DANCE:
Eric has trained in Chinese Kung Fu and Tai Chi Chuan in the United States, Taipei, and Beijing and, in 2013, he began studying contemporary dance with various faculty teaching at the American Dance Festival. In 2017, completed an MFA in Dance at the University of Wisconsin. His choreography has been featured at the North Carolina Dance Festival, Breaking Ground Festival, Harvest Chicago Contemporary Dance Festival, Fact/SF Summer Dance Festival, and the touring Dance City Festival (NYC, Chicago, Detroit). He won best choreographer on the NYC leg of the Dance City Festival tour, thereby procuring a slot in the 2026 ARTSinTANK Festival in Seoul, South Korea. His work has been supported by grants from the Knight Foundation, North Carolina Humanities Council, and the Arts and Science Council.
MUSIC:
Eric studied West-African drumming, jazz drums, and mallet percussion while pursuing undergraduate and graduate degrees in philosophy. In 2012, he began composing music for dance and accompanying dance classes at the American Dance Festival, the Charlotte Ballet and the University of North Carolina - Charlotte. He currently composes for and performs with the percussion duo, The Fastest Steed on Earth.
PHILOSOPHY:
Eric received a Ph.D. in philosophy from the University of South Carolina in 2005, with a dissertation on John Dewey's philosophy of art. In 2007, he began teaching full-time at Queens University of Charlotte, offering courses in the Philosophy of Art, Film Theory, Environmental Philosophy, Chinese Philosophy, and Ethics.
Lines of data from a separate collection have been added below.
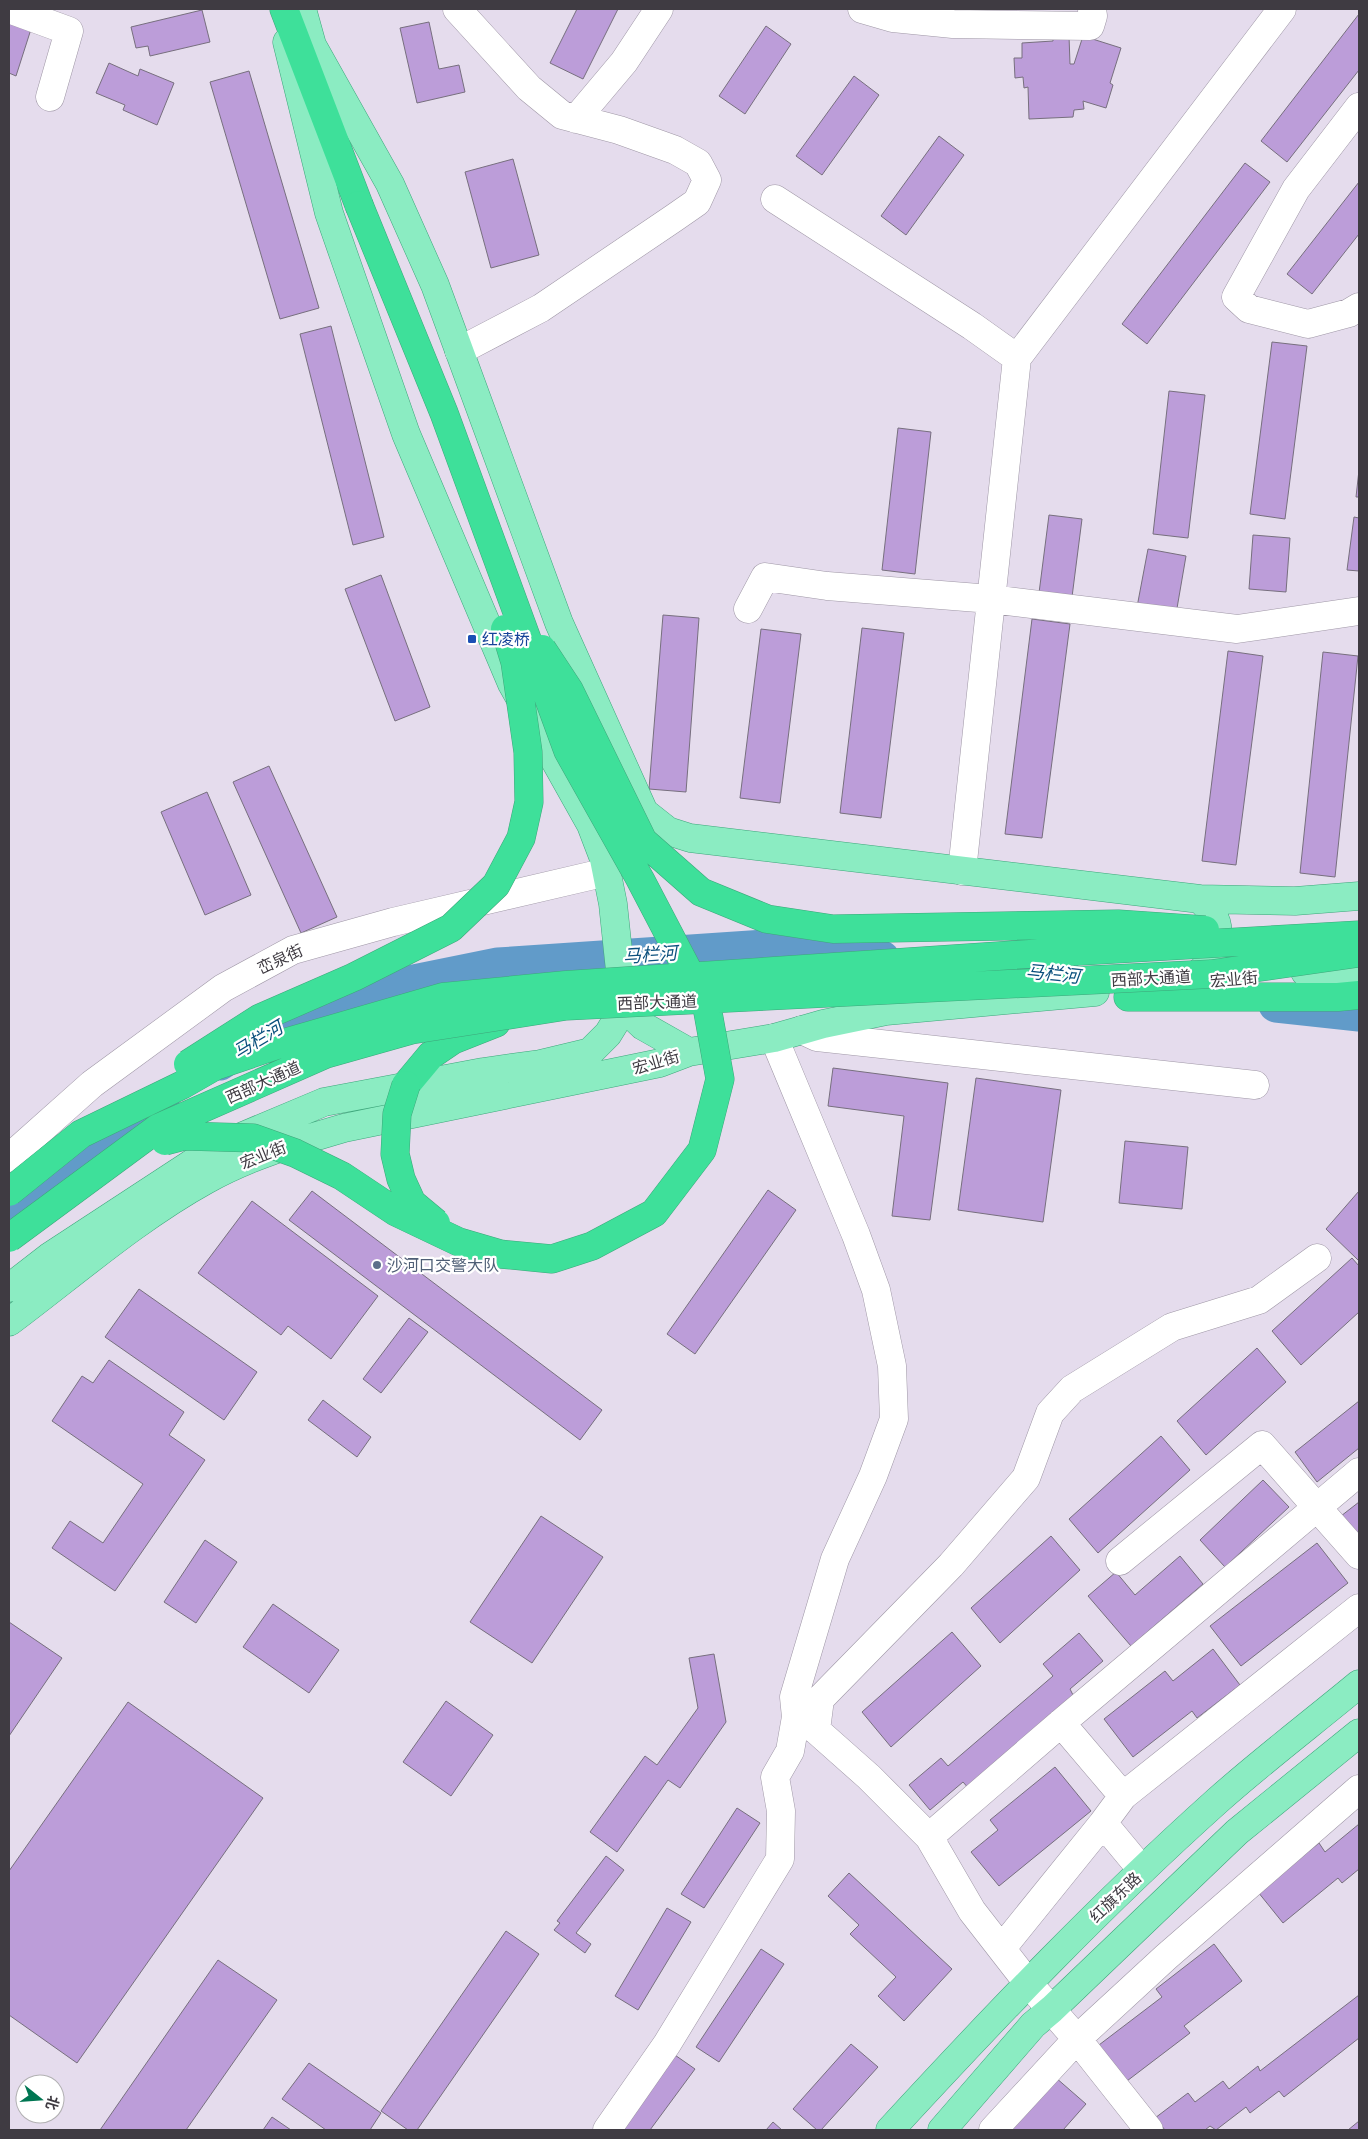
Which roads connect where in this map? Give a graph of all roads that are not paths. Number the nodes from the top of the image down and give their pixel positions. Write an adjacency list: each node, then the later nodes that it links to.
1 (9, 9): 11 (street)
2 (279, 9): 26 (main road)
3 (284, 9): 15 (highway)
4 (302, 9): 10 (main road)
5 (457, 9): 13 (street)
6 (659, 9): 13 (street)
7 (862, 9): 8 (street)
8 (1092, 9)
9 (1282, 9): 18 (street)
10 (312, 45): 15 (highway); 17 (main road)
11 (50, 97)
12 (1359, 107): 16 (street)
13 (576, 119): 17 (street)
14 (775, 199): 18 (street)
15 (359, 205): 19 (highway, bridge)
16 (1359, 307)
17 (460, 351): 24 (main road)
18 (1017, 358): 20 (street)
19 (444, 413): 23 (highway, bridge); 42 (highway, bridge)
20 (991, 599): 21 (street); 22 (street); 25 (street)
21 (748, 609)
22 (1359, 611)
23 (518, 615): 30 (highway, bridge); 47 (highway, bridge)
24 (690, 838): 25 (main road); 26 (main road)
25 (962, 871): 28 (main road)
26 (607, 872): 36 (main road); 43 (street, 峦泉街)
27 (1359, 896): 28 (main road)
28 (1200, 899): 33 (main road)
29 (1359, 935): 30 (highway, 西部大通道, bridge)
30 (1321, 938): 42 (highway, 西部大通道, bridge)
31 (1359, 953): 34 (highway, 西部大通道, bridge)
32 (1359, 969): 33 (main road, 宏业街)
33 (1182, 984): 38 (main road, 宏业街)
34 (957, 988): 35 (highway, bridge); 37 (highway, 西部大通道, bridge)
35 (1359, 995)
36 (624, 1008): 40 (main road); 49 (main road, 宏业街)
37 (543, 1009): 44 (highway, 西部大通道, bridge); 47 (highway, bridge)
38 (813, 1027): 39 (main road, 宏业街); 41 (street)
39 (774, 1038): 40 (main road, 宏业街); 57 (street)
40 (689, 1052): 50 (main road, 宏业街)
41 (1254, 1085)
42 (81, 1134): 45 (highway, 西部大通道, bridge)
43 (9, 1158)
44 (111, 1163): 46 (highway, 西部大通道, bridge); 47 (highway, bridge)
45 (9, 1192)
46 (9, 1238)
47 (459, 1242)
48 (1317, 1258): 57 (street)
49 (9, 1288)
50 (9, 1322)
51 (1359, 1472): 52 (street)
52 (1316, 1506): 53 (street); 54 (street); 58 (street)
53 (1359, 1555)
54 (1120, 1561)
55 (1359, 1608): 61 (street)
56 (1359, 1684): 64 (main road, 红旗东路)
57 (806, 1723): 63 (street); 69 (street)
58 (1061, 1723): 61 (street); 63 (street)
59 (1359, 1733): 67 (main road)
60 (1359, 1789): 68 (street)
61 (1123, 1796): 62 (street)
62 (1103, 1822): 64 (street); 65 (street)
63 (929, 1838): 65 (street)
64 (1142, 1870): 66 (main road, 红旗东路)
65 (1002, 1948): 66 (street)
66 (1028, 1983): 67 (street); 70 (main road, 红旗东路)
67 (1052, 2009): 68 (street); 71 (main road)
68 (1077, 2039): 72 (street); 73 (street)
69 (607, 2130)
70 (890, 2130)
71 (942, 2130)
72 (993, 2130)
73 (1148, 2130)

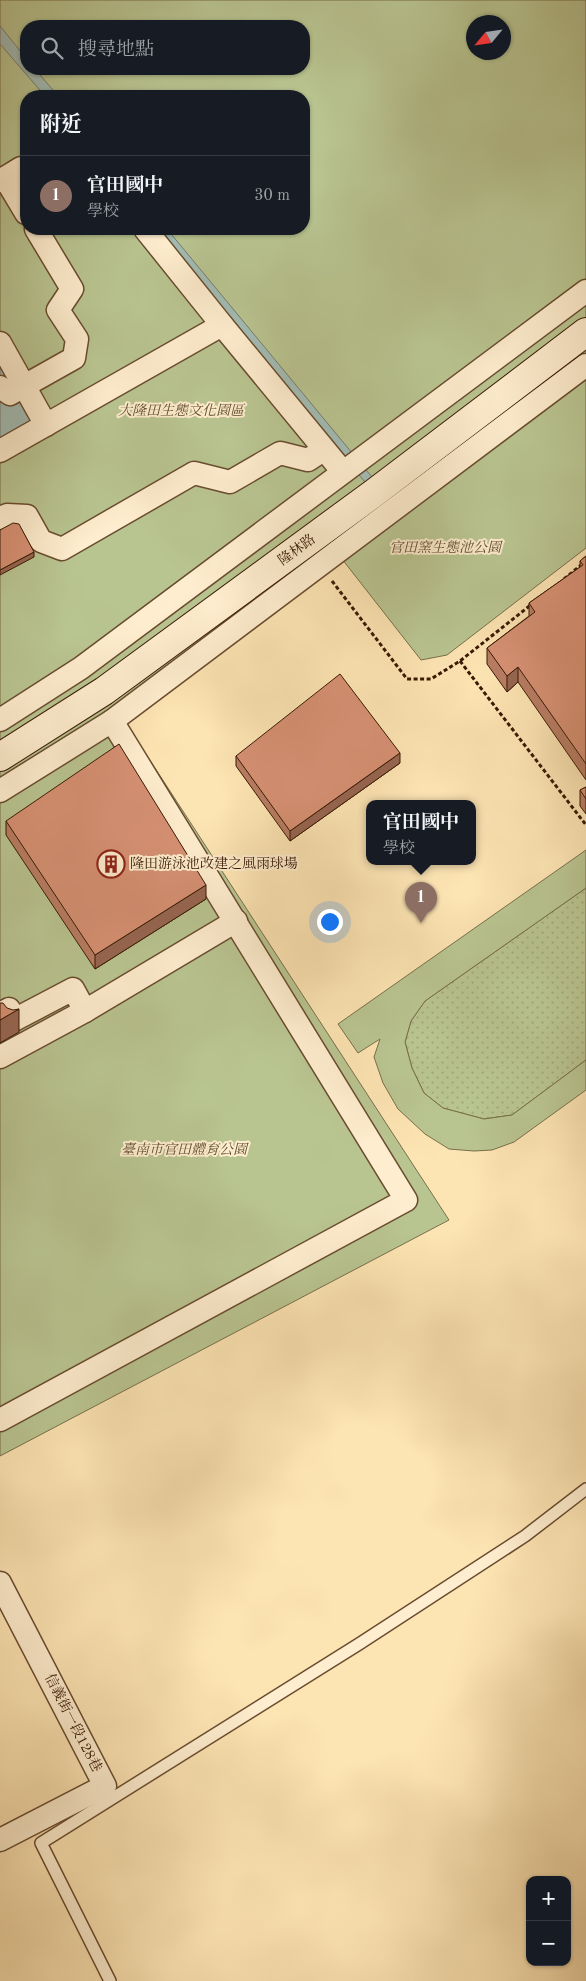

His scholarship centers primarily on the philosophy of embodiment and the philosophy of technology. In 2019, he published Pragmatist Philosophy and Dance: Interdisciplinary Dance Research in the American South. In 2020, Eric received a Fulbright Scholarship to teach dance technology at Taipei National University of the Arts in Taiwan. In 2022, a book on dance costuming in contemporary dance: Instruments of Embodiment. In 2025, he co-edited a volume on Robot Performance that is forthcoming in the Routledge series: Advances in Theater & Performance Studies.